What the Blogosphere Got Dangerously Wrong About the Renisha McBride Case

On November 2, Renisha McBride, an unarmed Black 19-year-old, was shot and killed on the porch of a white Dearborn Heights, Michigan, resident, Theodore Wafer. According to reports, McBride had arrived at Wafer’s residence after crashing her car in the early morning hours.

We should be outraged about McBride’s death, and many people have been, channeling their anger into blog posts and online petitions. But many of the people who have commented on the story with their hearts in the right place have gotten two key facts of the case wrong—and those misrepresented facts could have dangerous consequences.

Exaggerating What “Stand Your Ground” Laws Do Makes Everyone Less Safe

The misunderstanding of what “stand your ground” laws do is harmful. The right to self-defense allows a person to use deadly force if she reasonably believes it is necessary to prevent an imminent use of deadly force by an aggressor—but she has a duty to retreat rather than use force if it is safe to do so in most states. What “stand your ground” laws do is remove the duty to retreat when attacked. That’s it. They do not give you a right to attack when you are not in imminent danger.

Contrary to popular misunderstanding of the Trayvon Martin case, “stand your ground” (SYG) does not authorize a person to stalk and shoot someone perceived as a threat. Though police attributed their initial failure to arrest George Zimmerman to SYG, and there was language about the right to stand one’s ground in the jury instructions, Zimmerman did not use a SYG defense. He claimed Trayvon Martin attacked him and he had no option to retreat. Regardless of how unlikely Zimmerman’s version of what happened may seem, it was a traditional self-defense argument, not SYG.

All SYG does is allow fighting back instead of fleeing when a person reasonably believes someone is going to seriously harm them. Specifically, in Michigan one must fear “imminent death, great bodily harm, or sexual assault.” “Stand your ground” absolutely does not give anyone the right to “create a confrontation” when you are not in imminent danger.

It is imperative that feminist and progressive commentators stop saying it does—so more people don’t get shot. “Stand your ground” is terrible law, born out of slavery and frontier cultures in the United States, but exaggerating how bad the law is in the states that have SYG laws, even with the good intention of galvanizing support for their repeal, wrongly tells people they can shoot first and ask questions later under existing law.
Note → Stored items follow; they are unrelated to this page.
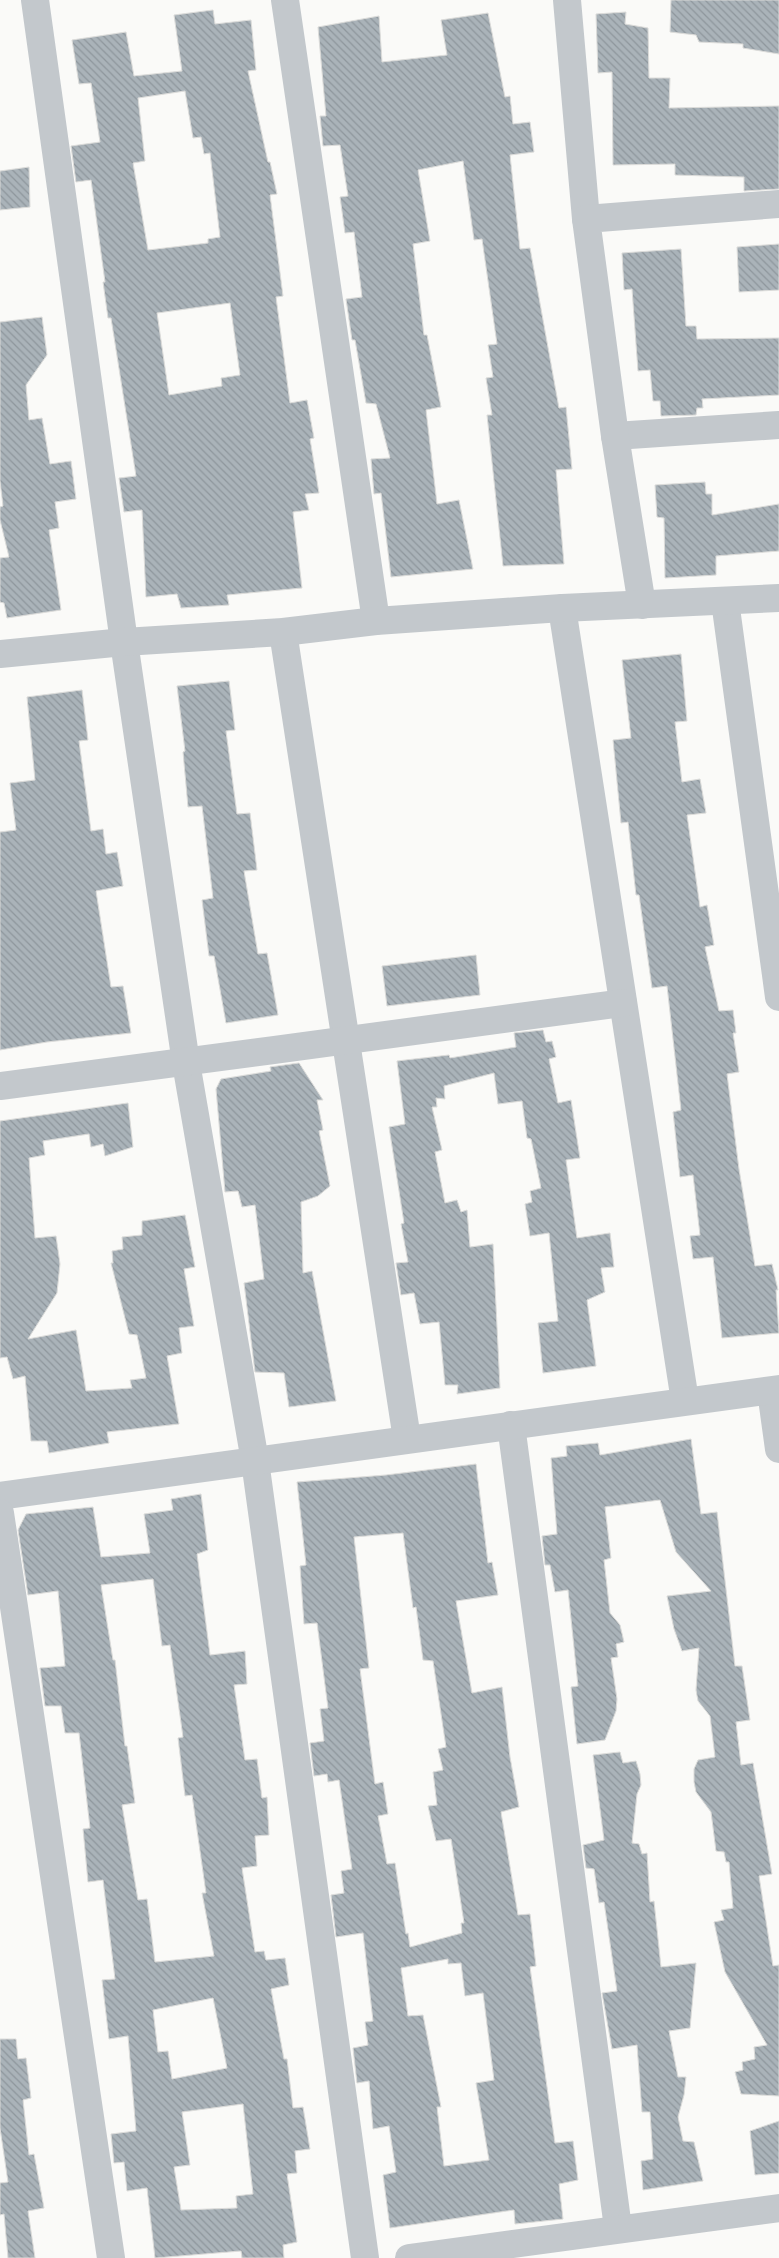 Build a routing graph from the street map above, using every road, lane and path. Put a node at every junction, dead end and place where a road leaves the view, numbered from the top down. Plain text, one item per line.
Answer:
1 (35, 0) edge
2 (285, 0) edge
3 (567, 0) edge
4 (779, 204) edge
5 (586, 220) junction
6 (779, 425) edge
7 (615, 436) junction
8 (779, 598) edge
9 (725, 601) junction
10 (642, 605) junction
11 (562, 608) junction
12 (376, 621) junction
13 (282, 632) junction
14 (124, 642) junction
15 (0, 654) edge
16 (778, 987) edge
17 (623, 1003) junction
18 (346, 1039) junction
19 (186, 1063) junction
20 (0, 1086) edge
21 (775, 1390) edge
22 (685, 1401) junction
23 (511, 1425) junction
24 (408, 1439) junction
25 (779, 1449) edge
26 (254, 1461) junction
27 (0, 1496) edge
28 (0, 1513) edge
29 (779, 2208) edge
30 (618, 2228) junction
31 (111, 2258) edge
32 (365, 2258) edge
33 (409, 2258) edge

1 - 14 street
2 - 12 street
3 - 5 street
4 - 5 street
5 - 7 street
6 - 7 street
7 - 10 street
8 - 9 street
9 - 10 street
9 - 16 street
10 - 11 street
11 - 12 street
11 - 17 street
12 - 13 street
13 - 14 street
13 - 18 street
14 - 15 street
14 - 19 street
17 - 18 street
17 - 22 street
18 - 19 street
18 - 24 street
19 - 20 street
19 - 26 street
21 - 22 street
21 - 25 street
22 - 23 street
23 - 24 street
23 - 30 street
24 - 26 street
26 - 27 street
26 - 32 street
28 - 31 street
29 - 30 street
30 - 33 street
In the McBride case, the law that would apply is technically not Michigan’s SYG but the state’s “Castle law,” which authorizes the use of force without any duty to retreat at one’s home. (Not having to retreat in one’s home has long been the standard; almost all states have Castle laws.) However, the Castle law will also be to no avail if Wafer did not have a reasonable fear of imminent death, severe bodily injury, or sexual assault. The facts are unclear and may never be known, but it is hard to imagine any jury would believe that a 5’4” woman knocking on a locked door would cause a reasonable fear of imminent death. So it was unreasonable to suggest SYG would apply to those facts.

The Nation has claimed that “due to similar Stand Your Ground laws in Michigan as in Florida, it’s possible [McBride’s killer] may never be charged with any crime.” Actually, we should have expected the shooter would be charged. This demonstrates a misunderstanding of SYG laws generally, and Michigan’s specifically. Florida’s SYG law immunizes a killer from prosecution. But it doesn’t mean the accused shouldn’t be charged at all (despite the delay in arresting Zimmerman). The Florida law grants a right to an immunity hearing before being tried (which Zimmerman did not request). In Michigan, the SYG law only provides a defense the defendant can raise when prosecuted. So even if SYG were relevant here, it would not be the reason prosecutor Kym Worthy didn’t immediately charge Wafer.

To be clear, “stand your ground” is relevant here to the extent that it has exacerbated the general gun-carrying culture in the United States and altered the public understanding of self-defense. Multiple studies have shown that states that pass SYG laws experience significant increases in homicide. They do not see significant increases in justifiable homicides. This suggests that the problem is what people think SYG does more than what it actually does, which is provide a defense to homicide. It seems highly unlikely that the 7 to 9 percent increase in homicides that comes with SYG is attributable to people who faced a legitimate threat from which they could have retreated but instead chose to use deadly force. It is coming from people who wrongly believe they can shoot whenever they feel threatened.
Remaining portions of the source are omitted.